Certaines particularités de l’orthographe française auraient-elles la même aura ? Depuis deux jours en effet, les media ne parlent que de ça. De quoi ? En fait d’une vieille histoire, comme on va en juger. En 1990 le Conseil supérieur de la langue française faisait des propositions de « rectifications » de l’orthographe, qui recueilleront un avis favorable du Conseil international de la langue française et seront approuvé à l’unanimité par l’Académie française, qui cependant conservait les deux orthographes. Il s’agissait essentiellement de mettre fin à quelques incohérences (chariot avec un seul r, charrette avec 2), de supprimer l’accent circonflexe lorsqu’il ne jouait pas un rôle distinctif (comme dans mur et mûr), de supprimer le trait d’union dans les mots composés et de simplifier quelques mots (comme nénufar au lieu de nénuphar). Tout cela constituait des « recommandations », ou des « tolérances ». Et c’était il y a un quart de siècle. En juin 2008 le Bulletin officiel de l’Education Nationale annonçait que cette orthographe révisée était désormais la référence, mais personne n’y fit attention et seule quelques revues l’utilisaient, sans que personne n’y fit d’ailleurs attention. La réforme était de façon générale appliquée en Belgique et en Suisse, mais ignorée en France.

Or voici qu’on annonce, pour la rentrée prochaine, que les manuels scolaires devront l’appliquer. Aussitôt, levée de boucliers des nostalgiques qui, allez savoir pourquoi, se focalisent sur l’accent circonflexe comme d’autres sur la messe en latin. Touche pas à mon accent semble soudain être le slogan d’une partie (une petite partie) de la population. Le Figaro d’aujourd’hui consacre trois grandes pages à l’évènement, et on y apprend par exemple que l’Académie ne « veut pas être prise en otage ». En fait il y a là une légère embrouille. Car ce n’est pas l’Académie qui avait décidé de cette réforme, elle avait simplement approuvé, je l’ai dit, une réforme élaborée  par le Conseil supérieur de la langue français. Et certains de ceux qui avaient voté cette approbation en 1990 se  rebiffent aujourd’hui. Jean d’Ormesson, par exemple. Il explique aujourd’hui qu’à l’époque il était « plutôt favorable à cette tendance réformatrice. Parce qu’il y a vingt-cinq ans les gens n’étaient pas malheureux comme aujourd’hui, et le pays dans cet état ». Et il termine en affirmant que « on réformera l’orthographe quand la prospérité sera revenue ».

Ce lien entre prospérité du pays et acceptabilité de modifications de l’orthographe peut surprendre, mais il n’est au fond pas si idiot.

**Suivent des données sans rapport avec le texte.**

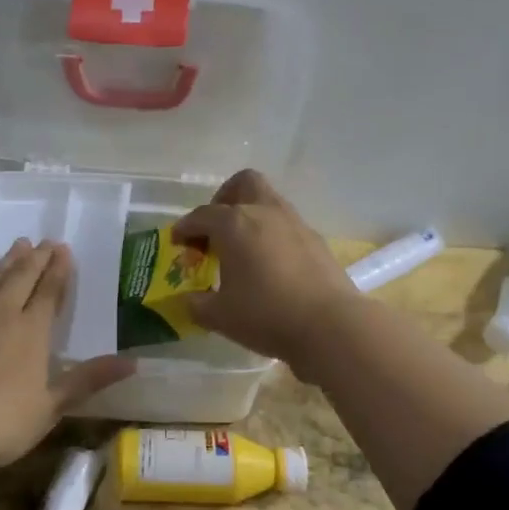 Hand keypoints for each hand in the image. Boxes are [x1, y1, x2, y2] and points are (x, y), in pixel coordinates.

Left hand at [0, 239, 132, 471]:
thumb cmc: (0, 422)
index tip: (64, 249)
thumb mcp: (51, 406)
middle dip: (36, 257)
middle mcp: (0, 312)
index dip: (59, 269)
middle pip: (21, 276)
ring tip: (17, 246)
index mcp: (31, 330)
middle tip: (44, 242)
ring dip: (5, 261)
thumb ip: (89, 380)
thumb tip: (134, 363)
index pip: (50, 291)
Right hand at [171, 169, 358, 364]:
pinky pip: (286, 225)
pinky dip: (272, 235)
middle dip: (225, 199)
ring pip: (269, 201)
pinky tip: (270, 264)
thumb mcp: (220, 316)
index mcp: (234, 223)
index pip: (201, 216)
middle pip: (243, 184)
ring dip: (251, 215)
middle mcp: (264, 212)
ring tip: (242, 248)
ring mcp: (294, 223)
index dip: (185, 228)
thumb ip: (197, 305)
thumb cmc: (266, 314)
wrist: (330, 325)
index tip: (178, 242)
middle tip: (215, 228)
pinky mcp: (316, 240)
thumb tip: (188, 301) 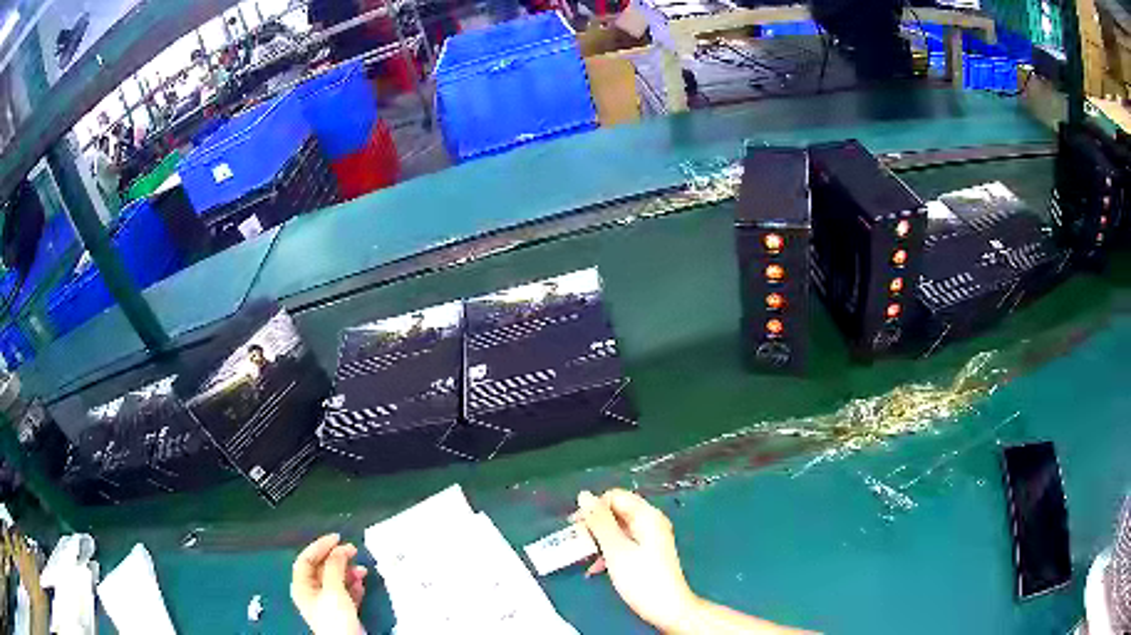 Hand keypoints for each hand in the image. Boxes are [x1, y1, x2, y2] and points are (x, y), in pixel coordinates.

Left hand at [291, 534, 368, 634]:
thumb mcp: (333, 589)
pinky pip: (345, 592)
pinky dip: (353, 586)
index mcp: (302, 586)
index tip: (337, 538)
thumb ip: (335, 567)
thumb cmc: (334, 616)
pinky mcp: (341, 611)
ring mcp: (326, 603)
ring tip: (362, 570)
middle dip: (338, 559)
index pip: (306, 559)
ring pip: (336, 580)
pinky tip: (362, 584)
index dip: (320, 546)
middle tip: (353, 550)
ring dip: (349, 572)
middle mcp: (311, 592)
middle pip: (322, 568)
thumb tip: (339, 548)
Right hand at [575, 489, 699, 632]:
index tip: (576, 526)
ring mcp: (650, 538)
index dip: (593, 507)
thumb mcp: (615, 549)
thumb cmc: (641, 578)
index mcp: (646, 516)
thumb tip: (584, 495)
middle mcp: (650, 522)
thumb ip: (599, 522)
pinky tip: (596, 568)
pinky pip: (623, 543)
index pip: (615, 496)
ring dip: (599, 540)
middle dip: (594, 524)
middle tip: (578, 541)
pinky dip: (608, 551)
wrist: (667, 608)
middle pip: (616, 511)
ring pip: (618, 529)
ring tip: (585, 556)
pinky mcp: (647, 553) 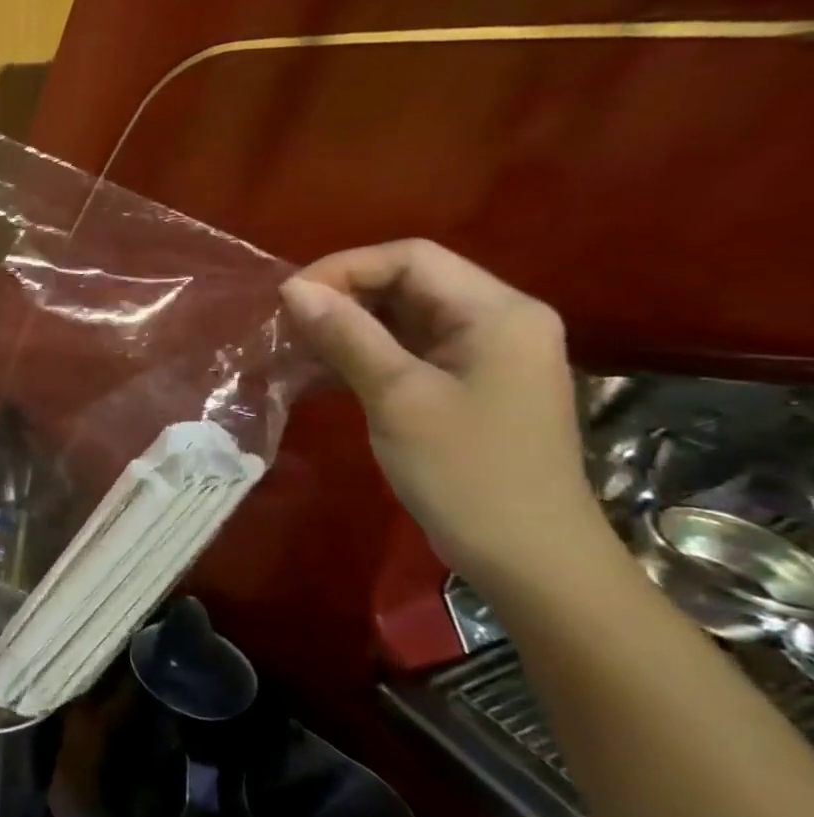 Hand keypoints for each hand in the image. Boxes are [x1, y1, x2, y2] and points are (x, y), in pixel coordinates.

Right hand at [280, 240, 602, 583]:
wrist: (529, 558)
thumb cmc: (466, 472)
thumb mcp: (397, 396)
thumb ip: (347, 335)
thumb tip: (294, 289)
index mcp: (497, 312)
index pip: (411, 258)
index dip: (344, 268)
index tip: (289, 300)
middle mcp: (497, 321)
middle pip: (409, 283)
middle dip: (342, 297)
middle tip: (287, 327)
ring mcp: (485, 356)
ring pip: (403, 318)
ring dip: (347, 327)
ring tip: (295, 349)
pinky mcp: (467, 386)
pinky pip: (408, 351)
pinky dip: (363, 355)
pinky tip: (321, 375) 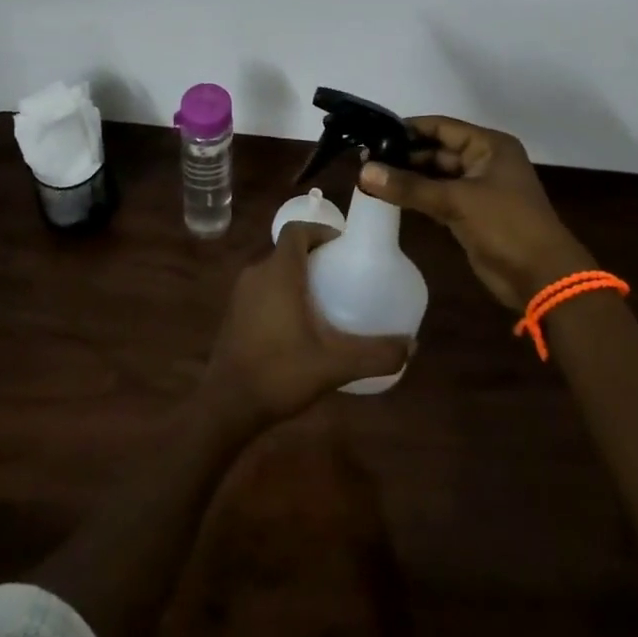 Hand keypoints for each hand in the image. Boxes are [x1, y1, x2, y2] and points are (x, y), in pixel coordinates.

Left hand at [199, 223, 411, 434]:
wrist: (226, 406)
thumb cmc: (279, 373)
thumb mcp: (333, 365)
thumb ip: (374, 354)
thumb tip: (411, 345)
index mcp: (279, 272)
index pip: (297, 230)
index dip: (320, 231)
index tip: (343, 247)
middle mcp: (257, 273)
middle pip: (287, 250)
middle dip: (314, 256)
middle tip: (341, 275)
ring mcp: (241, 294)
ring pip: (274, 271)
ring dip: (297, 277)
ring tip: (325, 300)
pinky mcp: (234, 314)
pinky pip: (262, 289)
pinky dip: (281, 294)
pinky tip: (298, 325)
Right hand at [360, 115, 594, 311]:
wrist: (542, 278)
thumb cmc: (506, 226)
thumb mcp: (456, 201)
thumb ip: (409, 186)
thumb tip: (364, 171)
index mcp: (489, 145)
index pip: (441, 127)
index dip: (408, 128)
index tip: (373, 133)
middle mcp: (484, 161)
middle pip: (437, 150)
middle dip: (404, 155)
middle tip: (365, 159)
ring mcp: (478, 189)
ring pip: (436, 175)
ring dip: (408, 177)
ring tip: (369, 176)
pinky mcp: (471, 214)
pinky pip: (438, 197)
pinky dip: (417, 196)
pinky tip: (389, 196)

J’ai l’impression que dans la grande déprime que nous vivons certains Français veulent défendre des particularités de notre culture comme une chatte ses chatons, et je ne serais pas surpris de voir resurgir quelques égéries de la manif pour tous (Holà, Brigide Barjot !) sous un nouveau drapeau du genre « l’accent circonflexe pour tous ». L’insécurité va parfois se nicher en de curieux endroits.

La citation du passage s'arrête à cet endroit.